Die Europäische Union – eine schlechte Kulturmarke?

Es mag zunächst befremdlich anmuten, wenn die Europäische Union als Kulturmarke betrachtet wird. Ich finde jedoch einen profanen Marketingblick ganz hilfreich, um die gegenwärtigen Identitäts- und Akzeptanzprobleme der Union zu verstehen. Er fokussiert sich auf das Gesamtbild, das die EU von sich vermittelt – aber damit auch auf die Stimmigkeit ihrer Strukturen und ihres Handelns.

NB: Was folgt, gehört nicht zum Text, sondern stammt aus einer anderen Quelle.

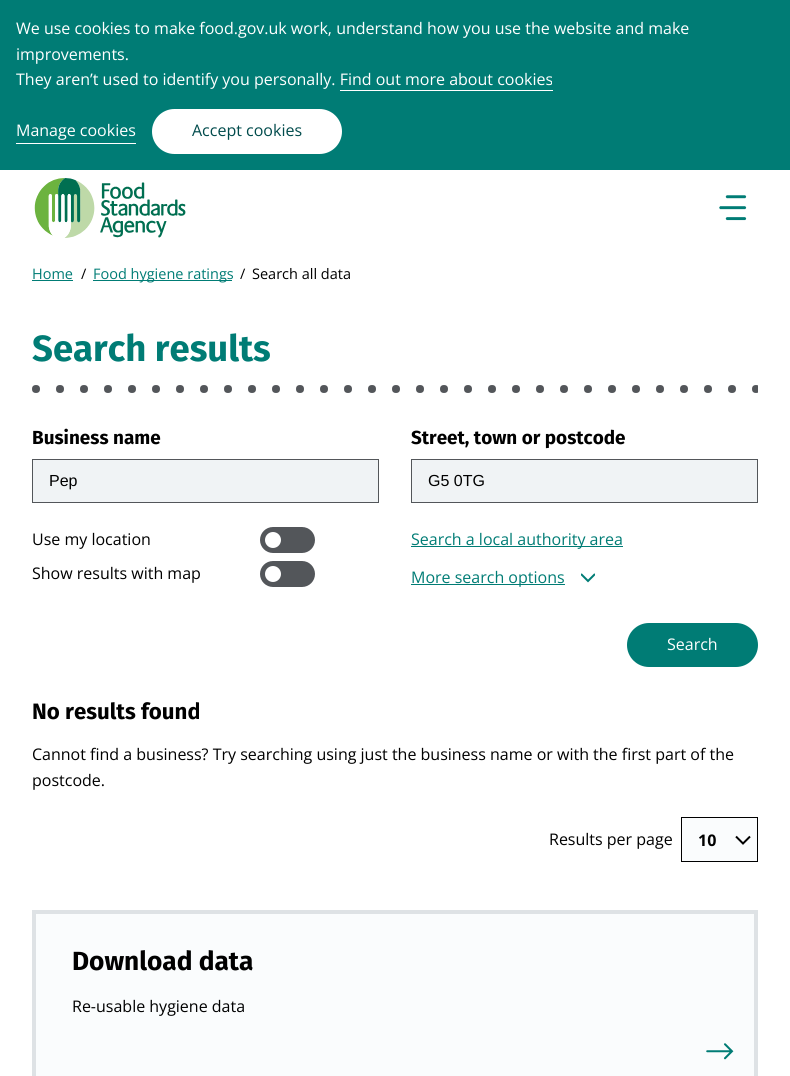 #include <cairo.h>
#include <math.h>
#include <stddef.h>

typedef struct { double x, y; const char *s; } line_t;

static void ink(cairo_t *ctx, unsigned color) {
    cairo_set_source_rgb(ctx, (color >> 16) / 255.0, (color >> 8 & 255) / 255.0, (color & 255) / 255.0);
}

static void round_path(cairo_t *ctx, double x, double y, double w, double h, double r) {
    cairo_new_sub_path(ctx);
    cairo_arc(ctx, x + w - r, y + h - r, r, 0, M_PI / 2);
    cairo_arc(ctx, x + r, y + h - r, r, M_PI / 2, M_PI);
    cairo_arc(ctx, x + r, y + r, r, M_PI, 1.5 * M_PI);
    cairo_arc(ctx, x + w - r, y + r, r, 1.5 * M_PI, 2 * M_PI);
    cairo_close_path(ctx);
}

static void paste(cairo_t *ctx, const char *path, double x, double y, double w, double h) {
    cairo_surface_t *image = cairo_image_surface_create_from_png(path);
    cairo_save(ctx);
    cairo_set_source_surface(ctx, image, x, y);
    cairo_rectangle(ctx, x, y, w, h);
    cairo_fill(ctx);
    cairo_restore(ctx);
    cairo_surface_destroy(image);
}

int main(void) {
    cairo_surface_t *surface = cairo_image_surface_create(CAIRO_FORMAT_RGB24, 790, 1076);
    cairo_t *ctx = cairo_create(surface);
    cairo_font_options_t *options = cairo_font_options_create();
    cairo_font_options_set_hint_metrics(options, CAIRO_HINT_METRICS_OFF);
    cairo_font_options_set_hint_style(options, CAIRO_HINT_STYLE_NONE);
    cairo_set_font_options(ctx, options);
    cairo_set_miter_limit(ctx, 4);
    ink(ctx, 0xFFFFFF);
    cairo_paint(ctx);
    ink(ctx, 0x007C75);
    cairo_rectangle(ctx, 0, 0, 790, 170);
    cairo_fill(ctx);
    cairo_select_font_face(ctx, "Open Sans", CAIRO_FONT_SLANT_NORMAL, CAIRO_FONT_WEIGHT_NORMAL);
    cairo_set_font_size(ctx, 16);
    ink(ctx, 0xFFFFFF);
    {
        static const line_t items[] = {
            {16, 34, "We use cookies to make food.gov.uk work, understand how you use the website and make"},
            {16, 60, "improvements."},
            {16, 85, "They aren’t used to identify you personally. Find out more about cookies"},
        };
        for (size_t i = 0; i < sizeof items / sizeof *items; i++) {
            cairo_move_to(ctx, items[i].x, items[i].y);
            cairo_show_text(ctx, items[i].s);
        }
    }
    cairo_rectangle(ctx, 340, 90, 213, 1);
    cairo_fill(ctx);
    cairo_rectangle(ctx, 16, 143, 120, 1);
    cairo_fill(ctx);
    cairo_move_to(ctx, 16, 136);
    cairo_show_text(ctx, "Manage cookies");
    round_path(ctx, 152, 109, 190, 45, 22.5);
    cairo_fill(ctx);
    ink(ctx, 0x014B4C);
    cairo_move_to(ctx, 192, 136);
    cairo_show_text(ctx, "Accept cookies");
    paste(ctx, "media/1.png", 34, 178, 152, 60);
    paste(ctx, "media/2.png", 719, 195, 28, 26);
    cairo_set_font_size(ctx, 14.5);
    ink(ctx, 0x007C75);
    cairo_move_to(ctx, 32, 279);
    cairo_show_text(ctx, "Home");
    cairo_rectangle(ctx, 32, 280, 41, 1);
    cairo_fill(ctx);
    ink(ctx, 0x000000);
    cairo_move_to(ctx, 81, 279);
    cairo_show_text(ctx, "/");
    ink(ctx, 0x007C75);
    cairo_rectangle(ctx, 93, 280, 139, 1);
    cairo_fill(ctx);
    cairo_move_to(ctx, 93, 279);
    cairo_show_text(ctx, "Food hygiene ratings");
    ink(ctx, 0x000000);
    cairo_move_to(ctx, 240, 279);
    cairo_show_text(ctx, "/");
    cairo_move_to(ctx, 252, 279);
    cairo_show_text(ctx, "Search all data");
    cairo_select_font_face(ctx, "Fira Sans", CAIRO_FONT_SLANT_NORMAL, CAIRO_FONT_WEIGHT_BOLD);
    cairo_set_font_size(ctx, 36.5);
    ink(ctx, 0x007C75);
    cairo_move_to(ctx, 32, 361);
    cairo_show_text(ctx, "Search results");
    paste(ctx, "media/3.png", 32, 385, 726, 8);
    cairo_set_font_size(ctx, 18.9);
    ink(ctx, 0x000000);
    cairo_move_to(ctx, 32, 444);
    cairo_show_text(ctx, "Business name");
    ink(ctx, 0xF0F3F5);
    cairo_rectangle(ctx, 32.5, 459.5, 346, 43);
    cairo_fill_preserve(ctx);
    ink(ctx, 0x53565A);
    cairo_set_line_width(ctx, 1);
    cairo_stroke(ctx);
    cairo_select_font_face(ctx, "Liberation Sans", CAIRO_FONT_SLANT_NORMAL, CAIRO_FONT_WEIGHT_NORMAL);
    cairo_set_font_size(ctx, 16);
    ink(ctx, 0x000000);
    cairo_move_to(ctx, 49, 486);
    cairo_show_text(ctx, "Pep");
    cairo_select_font_face(ctx, "Fira Sans", CAIRO_FONT_SLANT_NORMAL, CAIRO_FONT_WEIGHT_BOLD);
    cairo_set_font_size(ctx, 18.9);
    cairo_move_to(ctx, 411, 444);
    cairo_show_text(ctx, "Street, town or postcode");
    ink(ctx, 0xF0F3F5);
    cairo_rectangle(ctx, 411.5, 459.5, 346, 43);
    cairo_fill_preserve(ctx);
    ink(ctx, 0x53565A);
    cairo_stroke(ctx);
    cairo_select_font_face(ctx, "Liberation Sans", CAIRO_FONT_SLANT_NORMAL, CAIRO_FONT_WEIGHT_NORMAL);
    cairo_set_font_size(ctx, 16);
    ink(ctx, 0x000000);
    cairo_move_to(ctx, 428, 486);
    cairo_show_text(ctx, "G5 0TG");
    cairo_select_font_face(ctx, "Open Sans", CAIRO_FONT_SLANT_NORMAL, CAIRO_FONT_WEIGHT_NORMAL);
    cairo_move_to(ctx, 32, 545);
    cairo_show_text(ctx, "Use my location");
    ink(ctx, 0x53565A);
    round_path(ctx, 260, 527, 55, 26, 13);
    cairo_fill(ctx);
    ink(ctx, 0xFFFFFF);
    cairo_arc(ctx, 273, 540, 8, 0, 2 * M_PI);
    cairo_fill(ctx);
    ink(ctx, 0x000000);
    cairo_move_to(ctx, 32, 579);
    cairo_show_text(ctx, "Show results with map");
    ink(ctx, 0x53565A);
    round_path(ctx, 260, 561, 55, 26, 13);
    cairo_fill(ctx);
    ink(ctx, 0xFFFFFF);
    cairo_arc(ctx, 273, 574, 8, 0, 2 * M_PI);
    cairo_fill(ctx);
    ink(ctx, 0x007C75);
    cairo_rectangle(ctx, 411, 546, 212, 1);
    cairo_fill(ctx);
    cairo_move_to(ctx, 411, 545);
    cairo_show_text(ctx, "Search a local authority area");
    cairo_rectangle(ctx, 411, 584, 154, 1);
    cairo_fill(ctx);
    cairo_move_to(ctx, 411, 583);
    cairo_show_text(ctx, "More search options");
    cairo_save(ctx);
    cairo_rectangle(ctx, 581, 573, 14, 10);
    cairo_clip(ctx);
    cairo_new_path(ctx);
    cairo_move_to(ctx, 581, 574);
    cairo_line_to(ctx, 588, 581);
    cairo_line_to(ctx, 595, 574);
    cairo_set_line_width(ctx, 2);
    cairo_stroke(ctx);
    cairo_restore(ctx);
    round_path(ctx, 627, 623, 131, 44, 22);
    cairo_fill(ctx);
    ink(ctx, 0xFFFFFF);
    cairo_move_to(ctx, 667, 650);
    cairo_show_text(ctx, "Search");
    cairo_select_font_face(ctx, "Fira Sans", CAIRO_FONT_SLANT_NORMAL, CAIRO_FONT_WEIGHT_BOLD);
    cairo_set_font_size(ctx, 22.25);
    ink(ctx, 0x000000);
    cairo_move_to(ctx, 32, 719);
    cairo_show_text(ctx, "No results found");
    cairo_select_font_face(ctx, "Open Sans", CAIRO_FONT_SLANT_NORMAL, CAIRO_FONT_WEIGHT_NORMAL);
    cairo_set_font_size(ctx, 16);
    {
        static const line_t items[] = {
            {32, 760, "Cannot find a business? Try searching using just the business name or with the first part of the"},
            {32, 786, "postcode."},
            {549, 845, "Results per page"},
        };
        for (size_t i = 0; i < sizeof items / sizeof *items; i++) {
            cairo_move_to(ctx, items[i].x, items[i].y);
            cairo_show_text(ctx, items[i].s);
        }
    }
    ink(ctx, 0xFAFCFD);
    cairo_rectangle(ctx, 682, 818, 75, 43);
    cairo_fill(ctx);
    cairo_new_path(ctx);
    cairo_move_to(ctx, 736, 836.5);
    cairo_line_to(ctx, 743, 843.5);
    cairo_line_to(ctx, 750, 836.5);
    ink(ctx, 0x000000);
    cairo_set_line_width(ctx, 2);
    cairo_stroke(ctx);
    cairo_rectangle(ctx, 681.5, 817.5, 76, 44);
    cairo_set_line_width(ctx, 1);
    cairo_stroke(ctx);
    cairo_select_font_face(ctx, "Open Sans", CAIRO_FONT_SLANT_NORMAL, CAIRO_FONT_WEIGHT_BOLD);
    cairo_move_to(ctx, 698, 846);
    cairo_show_text(ctx, "10");
    ink(ctx, 0xFAFCFD);
    cairo_rectangle(ctx, 34, 912, 722, 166);
    cairo_fill_preserve(ctx);
    ink(ctx, 0xDEE2E5);
    cairo_set_line_width(ctx, 4);
    cairo_stroke(ctx);
    cairo_select_font_face(ctx, "Fira Sans", CAIRO_FONT_SLANT_NORMAL, CAIRO_FONT_WEIGHT_BOLD);
    cairo_set_font_size(ctx, 26.25);
    ink(ctx, 0x000000);
    cairo_move_to(ctx, 72, 970);
    cairo_show_text(ctx, "Download data");
    cairo_select_font_face(ctx, "Open Sans", CAIRO_FONT_SLANT_NORMAL, CAIRO_FONT_WEIGHT_NORMAL);
    cairo_set_font_size(ctx, 16);
    cairo_move_to(ctx, 72, 1012);
    cairo_show_text(ctx, "Re-usable hygiene data");
    paste(ctx, "media/4.png", 706, 1043, 28, 17);
    cairo_surface_write_to_png(surface, "image.png");
    cairo_font_options_destroy(options);
    cairo_destroy(ctx);
    cairo_surface_destroy(surface);
    return 0;
}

Identitäts- und Akzeptanzprobleme von politischen Systemen werden gerne mit grundlegenden Werten, Verständnisse und Orientierungen, wie christliche Werte, Patriotismus, Solidarität, Gleichheit oder individuelle Freiheit in Verbindung gebracht. Aber das ist irreführend. Die modernen westlichen Gesellschaften sind viel zu offen, diversifiziert und vielschichtig als dass man sie noch als Gemeinschaften von Werten, Kultur und Interessen verstehen kann. Tiefgreifende Konflikte über Werte, zum Beispiel zwischen christlichen und säkularen Werten, zwischen liberalen und autoritären politischen Kulturen oder zwischen Nationalisten und Europäern gehören längst zum Alltag der europäischen Länder und natürlich auch der EU und sind zudem kurzfristig nicht lösbar. Sie sind Teil der Identität der westlichen Gesellschaften, die man ja deshalb ja auch als pluralistische Gesellschaften bezeichnet. Das gleiche gilt noch viel mehr für Interessenkonflikte.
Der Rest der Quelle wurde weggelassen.